Alors que la 13ème session de la conférence des gouverneurs s’ouvre à Bandundu, l’analyste politique Joseph Kongolo exprime ses réserves quant à l’efficacité de cette institution. Il appelle les autorités à garantir l’exécution des résolutions pour éviter que cette rencontre ne soit perçue comme une simple formalité sans impact sur le quotidien des Congolais.
Pour Joseph Kongolo, cette institution est pourtant capitale pour consolider la décentralisation et réduire les disparités de développement entre les provinces de la République démocratique du Congo. Cependant, il déplore un « bémol » majeur : la très faible exécution des recommandations issues des sessions précédentes.
Une institution jugée « contre-productive »
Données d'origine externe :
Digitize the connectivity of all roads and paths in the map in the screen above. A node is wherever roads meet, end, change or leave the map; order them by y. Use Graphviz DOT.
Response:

L’analyste estime que le manque de suivi rend l’institution contre-productive par rapport aux objectifs lui assignés par la Constitution. « Nous sommes tentés de croire que ce sera peut-être une conférence de plus », prévient-il, tout en rappelant l’importance théorique de cette instance dans la gouvernance de la République.
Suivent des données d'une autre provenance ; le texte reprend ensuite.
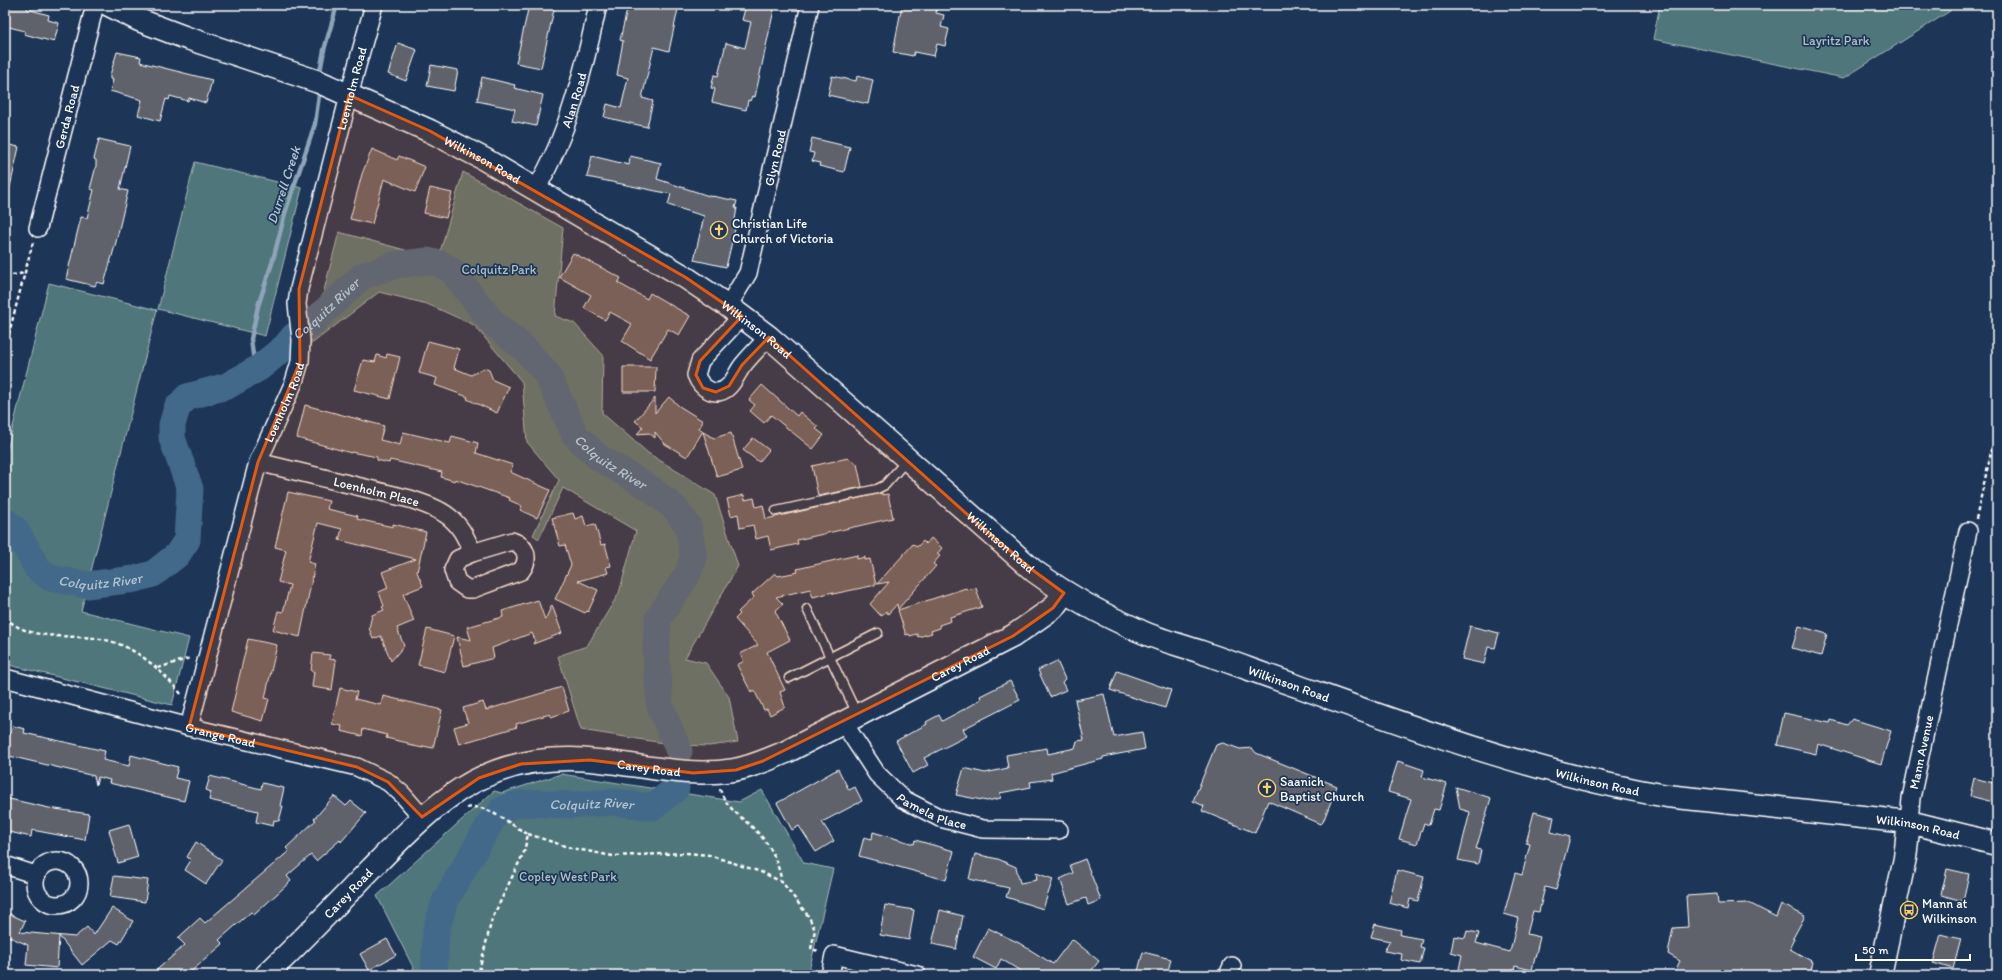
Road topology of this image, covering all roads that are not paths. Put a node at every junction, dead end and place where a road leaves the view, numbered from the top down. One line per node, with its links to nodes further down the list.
1 (95, 5): 8 (street, Gerda Road)
2 (108, 5): 6 (main road, Wilkinson Road)
3 (374, 5): 6 (street, Loenholm Road)
4 (598, 5): 7 (street, Alan Road)
5 (810, 5): 9 (street, Glyn Road)
6 (349, 95): 7 (main road, Wilkinson Road); 12 (street, Loenholm Road)
7 (536, 189): 9 (main road, Wilkinson Road)
8 (38, 228)
9 (735, 311): 10 (main road, Wilkinson Road); 10 (street, Glyn Road)
10 (768, 337): 11 (main road, Wilkinson Road)
11 (907, 460): 13 (lane); 16 (main road, Wilkinson Road)
12 (258, 462): 15 (street, Loenholm Place); 23 (street, Loenholm Road)
13 (776, 511)
14 (1968, 531): 25 (street, Mann Avenue)
15 (472, 552)
16 (1064, 593): 22 (main road, Carey Road); 25 (main road, Wilkinson Road)
17 (807, 609): 19 (lane)
18 (878, 633): 19 (lane)
19 (831, 657): 21 (lane); 22 (lane)
20 (5, 678): 23 (street, Grange Road)
21 (789, 678)
22 (850, 718): 24 (main road, Carey Road); 26 (street, Pamela Place)
23 (189, 727): 24 (street, Grange Road)
24 (422, 817): 30 (main road, Carey Road)
25 (1909, 822): 27 (main road, Wilkinson Road); 33 (main road, Mann Avenue)
26 (1059, 830)
27 (1997, 844)
28 (5, 865): 29 (street)
29 (36, 875)
30 (266, 975)
31 (830, 975): 32 (street)
32 (917, 975)
33 (1880, 975)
Le défi du financement et de l’agriculture
Placée sous le thème de la transformation agricole, cette session soulève des interrogations stratégiques pour l’expert :
Orientation économique : Les résolutions aident-elles réellement la RDC à diversifier son économie grâce à l’agriculture ? Mécanismes financiers : Les décisions bénéficieront-elles des 10% de la Caisse nationale de péréquation pour leur exécution effective ?
Joseph Kongolo conclut en insistant sur le fait que la diversification économique de la République est fondée sur l’agriculture, mais que seule une volonté de mise en œuvre réelle pourra crédibiliser les travaux de Bandundu.